TASK INSTRUCTIONS =>
Only lines holding the word "serif" are wanted from the records; copy all of them.

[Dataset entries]
# # # # #

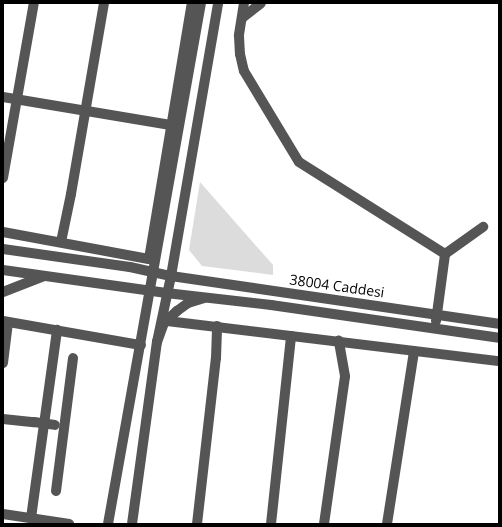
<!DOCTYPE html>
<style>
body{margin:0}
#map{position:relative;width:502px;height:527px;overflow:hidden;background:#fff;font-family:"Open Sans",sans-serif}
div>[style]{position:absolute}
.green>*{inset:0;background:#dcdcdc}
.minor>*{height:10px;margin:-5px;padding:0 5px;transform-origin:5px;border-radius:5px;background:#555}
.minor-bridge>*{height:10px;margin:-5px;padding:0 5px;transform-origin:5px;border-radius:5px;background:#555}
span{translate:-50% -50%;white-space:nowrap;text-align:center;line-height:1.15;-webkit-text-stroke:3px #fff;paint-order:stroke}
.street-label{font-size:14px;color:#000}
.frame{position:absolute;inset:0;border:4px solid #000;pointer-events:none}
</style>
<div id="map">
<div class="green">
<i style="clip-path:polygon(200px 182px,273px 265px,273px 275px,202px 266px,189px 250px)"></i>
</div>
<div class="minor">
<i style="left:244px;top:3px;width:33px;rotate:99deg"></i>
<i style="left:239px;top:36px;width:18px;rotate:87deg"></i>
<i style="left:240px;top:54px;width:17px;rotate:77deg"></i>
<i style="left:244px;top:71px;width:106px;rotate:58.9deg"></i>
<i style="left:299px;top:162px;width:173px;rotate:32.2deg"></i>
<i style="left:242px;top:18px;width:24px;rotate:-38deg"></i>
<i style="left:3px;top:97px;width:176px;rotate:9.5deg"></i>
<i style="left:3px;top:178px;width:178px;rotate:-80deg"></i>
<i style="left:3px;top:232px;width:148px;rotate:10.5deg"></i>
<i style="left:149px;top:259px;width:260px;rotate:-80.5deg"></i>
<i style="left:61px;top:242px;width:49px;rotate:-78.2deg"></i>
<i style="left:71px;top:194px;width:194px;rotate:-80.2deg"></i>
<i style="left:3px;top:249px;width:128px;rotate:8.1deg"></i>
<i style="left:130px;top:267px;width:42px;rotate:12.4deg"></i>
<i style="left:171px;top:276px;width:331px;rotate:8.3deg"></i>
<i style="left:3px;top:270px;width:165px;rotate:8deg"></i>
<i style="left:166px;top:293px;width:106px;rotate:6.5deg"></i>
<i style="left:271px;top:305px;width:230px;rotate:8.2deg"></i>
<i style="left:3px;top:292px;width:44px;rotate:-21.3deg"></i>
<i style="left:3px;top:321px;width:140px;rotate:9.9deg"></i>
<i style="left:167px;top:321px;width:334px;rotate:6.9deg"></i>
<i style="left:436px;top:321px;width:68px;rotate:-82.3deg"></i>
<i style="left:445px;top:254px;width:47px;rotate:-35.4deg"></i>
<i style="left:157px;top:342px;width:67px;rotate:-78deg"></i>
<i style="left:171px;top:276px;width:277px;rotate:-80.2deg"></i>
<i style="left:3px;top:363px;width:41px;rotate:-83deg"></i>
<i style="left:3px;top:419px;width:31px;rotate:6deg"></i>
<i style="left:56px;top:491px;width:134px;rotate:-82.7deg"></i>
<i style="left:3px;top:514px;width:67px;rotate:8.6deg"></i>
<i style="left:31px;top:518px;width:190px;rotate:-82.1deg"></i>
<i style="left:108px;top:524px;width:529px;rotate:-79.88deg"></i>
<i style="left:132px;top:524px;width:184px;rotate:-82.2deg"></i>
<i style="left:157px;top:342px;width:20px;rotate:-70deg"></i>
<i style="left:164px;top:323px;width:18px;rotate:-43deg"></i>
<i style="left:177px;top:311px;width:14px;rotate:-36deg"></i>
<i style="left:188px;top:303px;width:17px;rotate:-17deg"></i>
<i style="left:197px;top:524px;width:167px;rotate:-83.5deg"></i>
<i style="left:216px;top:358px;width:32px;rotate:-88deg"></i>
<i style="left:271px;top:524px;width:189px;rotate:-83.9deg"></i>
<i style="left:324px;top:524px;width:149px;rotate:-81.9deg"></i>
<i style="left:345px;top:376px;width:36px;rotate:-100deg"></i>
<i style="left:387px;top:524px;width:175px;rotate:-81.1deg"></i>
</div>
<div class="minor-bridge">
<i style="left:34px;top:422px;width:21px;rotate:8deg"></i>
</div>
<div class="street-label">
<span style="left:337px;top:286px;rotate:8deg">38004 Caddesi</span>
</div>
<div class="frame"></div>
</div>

# # # # #

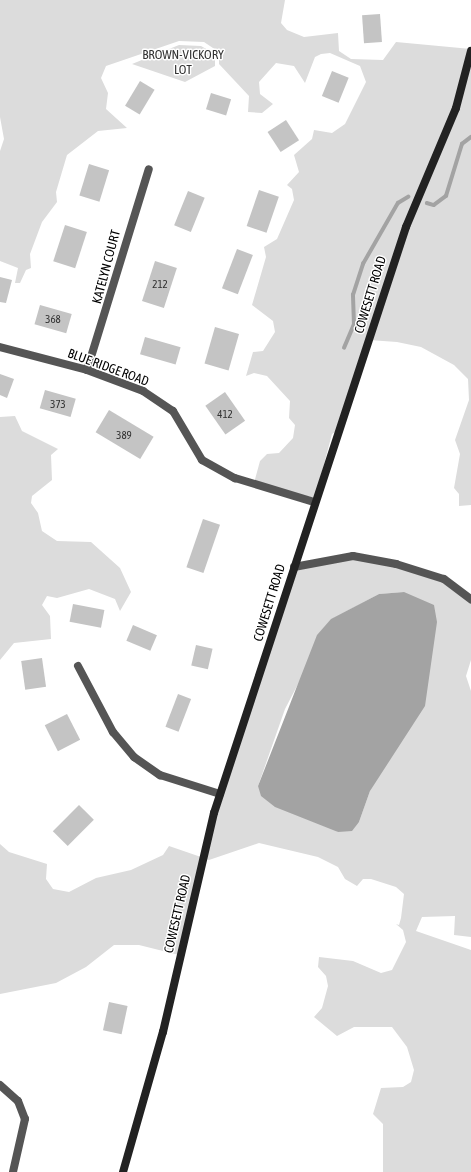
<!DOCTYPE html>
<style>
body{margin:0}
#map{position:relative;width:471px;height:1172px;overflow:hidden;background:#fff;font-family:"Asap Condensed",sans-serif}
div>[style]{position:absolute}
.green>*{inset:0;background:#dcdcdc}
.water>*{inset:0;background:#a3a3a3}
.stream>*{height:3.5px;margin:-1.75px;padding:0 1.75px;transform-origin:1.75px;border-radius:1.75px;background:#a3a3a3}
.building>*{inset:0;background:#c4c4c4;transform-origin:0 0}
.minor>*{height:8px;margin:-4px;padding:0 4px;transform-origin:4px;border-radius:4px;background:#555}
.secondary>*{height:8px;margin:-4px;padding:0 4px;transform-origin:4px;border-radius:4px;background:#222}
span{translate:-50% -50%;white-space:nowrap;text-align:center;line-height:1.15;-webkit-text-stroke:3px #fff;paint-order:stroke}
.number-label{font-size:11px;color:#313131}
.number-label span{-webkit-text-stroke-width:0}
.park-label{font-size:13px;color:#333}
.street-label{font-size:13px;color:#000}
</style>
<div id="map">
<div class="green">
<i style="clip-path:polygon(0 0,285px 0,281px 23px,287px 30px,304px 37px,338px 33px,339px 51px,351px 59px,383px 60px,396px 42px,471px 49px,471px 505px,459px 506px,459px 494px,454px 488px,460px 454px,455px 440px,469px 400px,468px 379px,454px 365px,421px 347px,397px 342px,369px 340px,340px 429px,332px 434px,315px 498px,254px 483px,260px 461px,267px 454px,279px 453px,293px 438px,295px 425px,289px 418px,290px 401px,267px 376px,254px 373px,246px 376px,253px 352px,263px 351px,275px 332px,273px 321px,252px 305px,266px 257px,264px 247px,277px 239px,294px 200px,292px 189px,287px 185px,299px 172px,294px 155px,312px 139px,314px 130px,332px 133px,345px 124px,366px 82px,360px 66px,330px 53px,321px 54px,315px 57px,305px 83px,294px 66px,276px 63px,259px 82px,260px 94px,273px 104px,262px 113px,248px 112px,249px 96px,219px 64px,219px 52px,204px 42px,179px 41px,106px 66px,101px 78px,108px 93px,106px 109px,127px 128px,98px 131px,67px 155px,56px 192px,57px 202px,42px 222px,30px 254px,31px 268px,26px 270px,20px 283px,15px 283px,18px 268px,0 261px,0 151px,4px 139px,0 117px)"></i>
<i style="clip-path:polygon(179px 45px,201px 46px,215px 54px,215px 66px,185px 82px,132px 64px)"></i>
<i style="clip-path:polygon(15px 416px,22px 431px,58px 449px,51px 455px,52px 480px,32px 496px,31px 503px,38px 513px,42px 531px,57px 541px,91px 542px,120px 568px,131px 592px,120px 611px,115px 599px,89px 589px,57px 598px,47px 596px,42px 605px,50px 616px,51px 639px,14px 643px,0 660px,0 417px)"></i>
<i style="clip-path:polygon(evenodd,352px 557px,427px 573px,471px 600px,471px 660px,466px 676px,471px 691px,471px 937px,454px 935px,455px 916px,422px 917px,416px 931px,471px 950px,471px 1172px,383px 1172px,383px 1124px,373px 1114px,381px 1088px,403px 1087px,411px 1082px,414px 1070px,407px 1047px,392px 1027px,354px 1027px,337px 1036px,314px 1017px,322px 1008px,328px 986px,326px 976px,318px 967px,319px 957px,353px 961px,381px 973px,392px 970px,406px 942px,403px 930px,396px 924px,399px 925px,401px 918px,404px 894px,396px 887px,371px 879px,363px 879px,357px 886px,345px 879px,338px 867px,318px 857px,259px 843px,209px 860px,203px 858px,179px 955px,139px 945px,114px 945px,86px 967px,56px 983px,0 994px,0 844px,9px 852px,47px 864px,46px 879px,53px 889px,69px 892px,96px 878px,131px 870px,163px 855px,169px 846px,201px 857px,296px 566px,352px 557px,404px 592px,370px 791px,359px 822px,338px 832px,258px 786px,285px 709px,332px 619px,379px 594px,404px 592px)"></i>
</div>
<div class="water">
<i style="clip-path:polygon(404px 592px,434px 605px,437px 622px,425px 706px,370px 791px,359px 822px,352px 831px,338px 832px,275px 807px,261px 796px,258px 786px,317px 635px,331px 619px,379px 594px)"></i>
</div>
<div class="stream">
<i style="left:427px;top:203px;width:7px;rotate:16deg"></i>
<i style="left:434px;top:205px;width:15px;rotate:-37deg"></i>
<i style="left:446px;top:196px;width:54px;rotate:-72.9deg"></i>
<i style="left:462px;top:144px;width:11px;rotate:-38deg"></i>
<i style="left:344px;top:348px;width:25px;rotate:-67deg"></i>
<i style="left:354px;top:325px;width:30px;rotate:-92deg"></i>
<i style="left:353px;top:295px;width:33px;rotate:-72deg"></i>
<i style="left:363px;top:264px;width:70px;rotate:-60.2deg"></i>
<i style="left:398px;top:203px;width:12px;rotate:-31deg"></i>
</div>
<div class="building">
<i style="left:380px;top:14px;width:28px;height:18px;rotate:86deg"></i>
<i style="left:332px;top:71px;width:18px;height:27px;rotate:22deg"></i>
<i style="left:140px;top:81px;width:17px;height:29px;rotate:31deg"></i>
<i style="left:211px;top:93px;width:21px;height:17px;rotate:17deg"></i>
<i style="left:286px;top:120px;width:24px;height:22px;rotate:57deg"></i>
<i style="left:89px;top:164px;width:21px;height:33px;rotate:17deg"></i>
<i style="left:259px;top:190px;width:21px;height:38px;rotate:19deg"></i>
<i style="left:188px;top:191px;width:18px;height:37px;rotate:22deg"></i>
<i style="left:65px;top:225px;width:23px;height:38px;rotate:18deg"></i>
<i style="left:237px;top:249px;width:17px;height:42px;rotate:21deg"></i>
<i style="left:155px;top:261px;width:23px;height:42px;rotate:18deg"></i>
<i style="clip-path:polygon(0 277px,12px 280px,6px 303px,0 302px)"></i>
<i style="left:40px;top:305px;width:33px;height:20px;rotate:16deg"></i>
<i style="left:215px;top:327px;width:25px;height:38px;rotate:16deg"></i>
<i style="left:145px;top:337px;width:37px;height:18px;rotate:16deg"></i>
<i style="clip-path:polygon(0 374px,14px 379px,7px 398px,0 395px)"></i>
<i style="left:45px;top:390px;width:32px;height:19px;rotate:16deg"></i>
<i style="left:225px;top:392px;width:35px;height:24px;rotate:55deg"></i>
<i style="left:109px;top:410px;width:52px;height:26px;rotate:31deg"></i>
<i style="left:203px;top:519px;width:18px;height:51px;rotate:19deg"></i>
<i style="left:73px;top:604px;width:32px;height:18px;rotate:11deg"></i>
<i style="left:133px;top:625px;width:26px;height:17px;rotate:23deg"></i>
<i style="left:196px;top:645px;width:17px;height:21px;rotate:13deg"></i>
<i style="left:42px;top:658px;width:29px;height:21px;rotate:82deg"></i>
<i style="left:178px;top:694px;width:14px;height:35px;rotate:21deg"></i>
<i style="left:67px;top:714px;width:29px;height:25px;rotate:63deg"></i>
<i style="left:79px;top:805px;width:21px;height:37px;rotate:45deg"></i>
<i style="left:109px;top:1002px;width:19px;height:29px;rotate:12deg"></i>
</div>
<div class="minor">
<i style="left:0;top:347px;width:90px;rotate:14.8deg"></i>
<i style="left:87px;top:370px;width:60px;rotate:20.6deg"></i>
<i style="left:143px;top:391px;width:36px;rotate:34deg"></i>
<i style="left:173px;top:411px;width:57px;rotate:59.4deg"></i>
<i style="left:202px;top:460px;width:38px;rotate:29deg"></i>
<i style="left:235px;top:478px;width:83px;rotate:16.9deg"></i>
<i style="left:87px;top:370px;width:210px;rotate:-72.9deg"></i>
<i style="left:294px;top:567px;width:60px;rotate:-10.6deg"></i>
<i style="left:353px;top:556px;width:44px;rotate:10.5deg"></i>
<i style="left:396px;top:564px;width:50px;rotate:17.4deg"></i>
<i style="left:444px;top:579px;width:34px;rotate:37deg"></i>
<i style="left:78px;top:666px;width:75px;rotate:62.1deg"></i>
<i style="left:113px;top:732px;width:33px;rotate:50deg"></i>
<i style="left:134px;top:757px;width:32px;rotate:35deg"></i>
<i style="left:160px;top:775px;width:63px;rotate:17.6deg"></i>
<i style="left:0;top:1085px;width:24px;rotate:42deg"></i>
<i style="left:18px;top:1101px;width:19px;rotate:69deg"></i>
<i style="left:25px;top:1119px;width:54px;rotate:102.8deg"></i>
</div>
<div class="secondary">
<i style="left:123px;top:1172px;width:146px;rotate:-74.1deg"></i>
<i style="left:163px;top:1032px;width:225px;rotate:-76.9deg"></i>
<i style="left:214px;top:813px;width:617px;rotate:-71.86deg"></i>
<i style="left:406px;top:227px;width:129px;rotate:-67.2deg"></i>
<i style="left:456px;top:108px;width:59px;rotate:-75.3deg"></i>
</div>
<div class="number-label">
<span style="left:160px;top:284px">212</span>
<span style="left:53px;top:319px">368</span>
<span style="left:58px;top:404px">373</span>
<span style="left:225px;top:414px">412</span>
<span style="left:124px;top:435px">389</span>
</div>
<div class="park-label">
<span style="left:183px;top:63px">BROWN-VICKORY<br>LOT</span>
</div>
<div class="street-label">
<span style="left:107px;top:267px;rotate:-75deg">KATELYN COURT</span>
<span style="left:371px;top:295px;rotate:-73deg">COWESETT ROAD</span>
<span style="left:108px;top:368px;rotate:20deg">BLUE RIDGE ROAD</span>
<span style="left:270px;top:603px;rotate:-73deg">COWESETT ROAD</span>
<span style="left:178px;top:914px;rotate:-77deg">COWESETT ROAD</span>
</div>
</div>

# # # # #

ANSWER BOX =>
#map{position:relative;width:502px;height:527px;overflow:hidden;background:#fff;font-family:"Open Sans",sans-serif}
#map{position:relative;width:471px;height:1172px;overflow:hidden;background:#fff;font-family:"Asap Condensed",sans-serif}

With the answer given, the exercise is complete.